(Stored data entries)
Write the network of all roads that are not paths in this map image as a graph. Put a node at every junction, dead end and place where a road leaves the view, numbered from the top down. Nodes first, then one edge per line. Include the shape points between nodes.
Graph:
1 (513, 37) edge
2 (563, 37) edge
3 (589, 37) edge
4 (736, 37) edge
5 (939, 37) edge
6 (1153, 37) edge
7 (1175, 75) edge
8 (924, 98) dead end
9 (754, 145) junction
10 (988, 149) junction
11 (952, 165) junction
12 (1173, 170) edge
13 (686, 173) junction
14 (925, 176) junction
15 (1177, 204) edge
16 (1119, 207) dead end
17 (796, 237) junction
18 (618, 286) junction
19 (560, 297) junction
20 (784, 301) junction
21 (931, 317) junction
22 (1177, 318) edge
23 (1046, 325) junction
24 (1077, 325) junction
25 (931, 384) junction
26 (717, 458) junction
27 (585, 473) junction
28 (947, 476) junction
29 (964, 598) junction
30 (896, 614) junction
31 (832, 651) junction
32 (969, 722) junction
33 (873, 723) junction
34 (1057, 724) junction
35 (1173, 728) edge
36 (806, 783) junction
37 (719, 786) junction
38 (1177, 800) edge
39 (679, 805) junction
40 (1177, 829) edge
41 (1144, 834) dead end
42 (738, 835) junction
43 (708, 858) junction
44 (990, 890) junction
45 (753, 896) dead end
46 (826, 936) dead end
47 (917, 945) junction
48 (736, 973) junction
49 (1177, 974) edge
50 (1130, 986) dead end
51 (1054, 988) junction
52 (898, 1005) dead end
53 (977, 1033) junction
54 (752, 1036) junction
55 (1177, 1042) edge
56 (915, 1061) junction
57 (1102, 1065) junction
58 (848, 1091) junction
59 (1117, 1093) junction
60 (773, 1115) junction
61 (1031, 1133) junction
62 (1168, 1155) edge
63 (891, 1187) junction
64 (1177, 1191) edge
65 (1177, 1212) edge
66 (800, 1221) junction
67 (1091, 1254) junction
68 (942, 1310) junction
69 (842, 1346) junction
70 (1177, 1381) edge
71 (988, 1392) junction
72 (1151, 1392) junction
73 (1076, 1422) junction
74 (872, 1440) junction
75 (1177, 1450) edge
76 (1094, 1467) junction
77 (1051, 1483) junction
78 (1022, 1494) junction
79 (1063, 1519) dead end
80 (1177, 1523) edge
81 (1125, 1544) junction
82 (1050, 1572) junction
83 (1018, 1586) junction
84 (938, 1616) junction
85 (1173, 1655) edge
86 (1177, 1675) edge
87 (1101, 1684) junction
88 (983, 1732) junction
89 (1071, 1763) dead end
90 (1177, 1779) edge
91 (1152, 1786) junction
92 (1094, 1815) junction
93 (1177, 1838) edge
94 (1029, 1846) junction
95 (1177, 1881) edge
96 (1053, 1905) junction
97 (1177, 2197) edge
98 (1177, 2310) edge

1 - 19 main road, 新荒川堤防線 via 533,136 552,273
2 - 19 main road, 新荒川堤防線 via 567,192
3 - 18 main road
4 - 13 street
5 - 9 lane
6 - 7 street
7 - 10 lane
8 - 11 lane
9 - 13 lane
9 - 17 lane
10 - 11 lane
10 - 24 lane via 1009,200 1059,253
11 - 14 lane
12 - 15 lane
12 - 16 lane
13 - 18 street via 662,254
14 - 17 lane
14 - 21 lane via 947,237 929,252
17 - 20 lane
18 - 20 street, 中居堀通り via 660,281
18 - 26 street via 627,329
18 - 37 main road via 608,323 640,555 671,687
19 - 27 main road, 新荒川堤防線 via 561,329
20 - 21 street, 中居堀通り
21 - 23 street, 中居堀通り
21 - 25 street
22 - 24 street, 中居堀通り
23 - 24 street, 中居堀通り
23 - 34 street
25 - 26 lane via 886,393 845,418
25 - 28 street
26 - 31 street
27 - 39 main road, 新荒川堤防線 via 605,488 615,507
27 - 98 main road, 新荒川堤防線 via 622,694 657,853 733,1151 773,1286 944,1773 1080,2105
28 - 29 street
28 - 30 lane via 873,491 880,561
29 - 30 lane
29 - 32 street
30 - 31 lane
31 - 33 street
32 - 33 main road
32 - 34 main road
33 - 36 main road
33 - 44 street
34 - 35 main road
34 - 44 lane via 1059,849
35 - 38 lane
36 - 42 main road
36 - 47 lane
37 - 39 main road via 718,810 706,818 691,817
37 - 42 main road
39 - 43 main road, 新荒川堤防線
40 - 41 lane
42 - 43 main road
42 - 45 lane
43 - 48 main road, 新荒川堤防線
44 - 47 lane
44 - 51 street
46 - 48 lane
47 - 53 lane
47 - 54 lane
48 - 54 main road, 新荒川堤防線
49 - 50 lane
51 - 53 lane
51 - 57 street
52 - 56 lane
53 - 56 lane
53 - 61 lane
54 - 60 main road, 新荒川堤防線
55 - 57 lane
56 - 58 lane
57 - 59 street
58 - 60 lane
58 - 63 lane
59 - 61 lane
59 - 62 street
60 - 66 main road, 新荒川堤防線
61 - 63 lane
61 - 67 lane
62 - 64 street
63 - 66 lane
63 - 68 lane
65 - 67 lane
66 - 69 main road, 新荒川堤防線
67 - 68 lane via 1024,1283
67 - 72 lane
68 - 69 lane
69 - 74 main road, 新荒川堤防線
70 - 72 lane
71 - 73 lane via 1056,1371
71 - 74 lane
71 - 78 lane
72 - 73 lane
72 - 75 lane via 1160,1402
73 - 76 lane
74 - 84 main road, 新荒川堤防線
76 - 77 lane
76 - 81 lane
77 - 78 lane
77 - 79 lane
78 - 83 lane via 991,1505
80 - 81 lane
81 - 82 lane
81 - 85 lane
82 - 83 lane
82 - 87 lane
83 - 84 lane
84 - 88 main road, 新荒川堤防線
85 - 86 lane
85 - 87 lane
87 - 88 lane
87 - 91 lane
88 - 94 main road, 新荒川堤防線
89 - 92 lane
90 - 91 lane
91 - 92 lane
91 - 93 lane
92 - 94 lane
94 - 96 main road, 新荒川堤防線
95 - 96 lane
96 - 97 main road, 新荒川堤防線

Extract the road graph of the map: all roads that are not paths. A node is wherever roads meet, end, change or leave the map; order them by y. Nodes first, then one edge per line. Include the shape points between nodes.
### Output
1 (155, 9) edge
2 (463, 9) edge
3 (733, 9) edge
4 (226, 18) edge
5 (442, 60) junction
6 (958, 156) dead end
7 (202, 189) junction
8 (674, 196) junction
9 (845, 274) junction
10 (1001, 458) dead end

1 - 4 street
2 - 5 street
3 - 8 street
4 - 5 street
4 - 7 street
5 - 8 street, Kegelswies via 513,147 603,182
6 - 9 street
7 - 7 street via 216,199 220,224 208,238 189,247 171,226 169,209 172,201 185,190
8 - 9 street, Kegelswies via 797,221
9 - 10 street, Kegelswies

## Task to carry out
The exercise is to copy out every line above that has the word "Nodes" in it.

## Expected answer
Write the network of all roads that are not paths in this map image as a graph. Put a node at every junction, dead end and place where a road leaves the view, numbered from the top down. Nodes first, then one edge per line. Include the shape points between nodes.
Extract the road graph of the map: all roads that are not paths. A node is wherever roads meet, end, change or leave the map; order them by y. Nodes first, then one edge per line. Include the shape points between nodes.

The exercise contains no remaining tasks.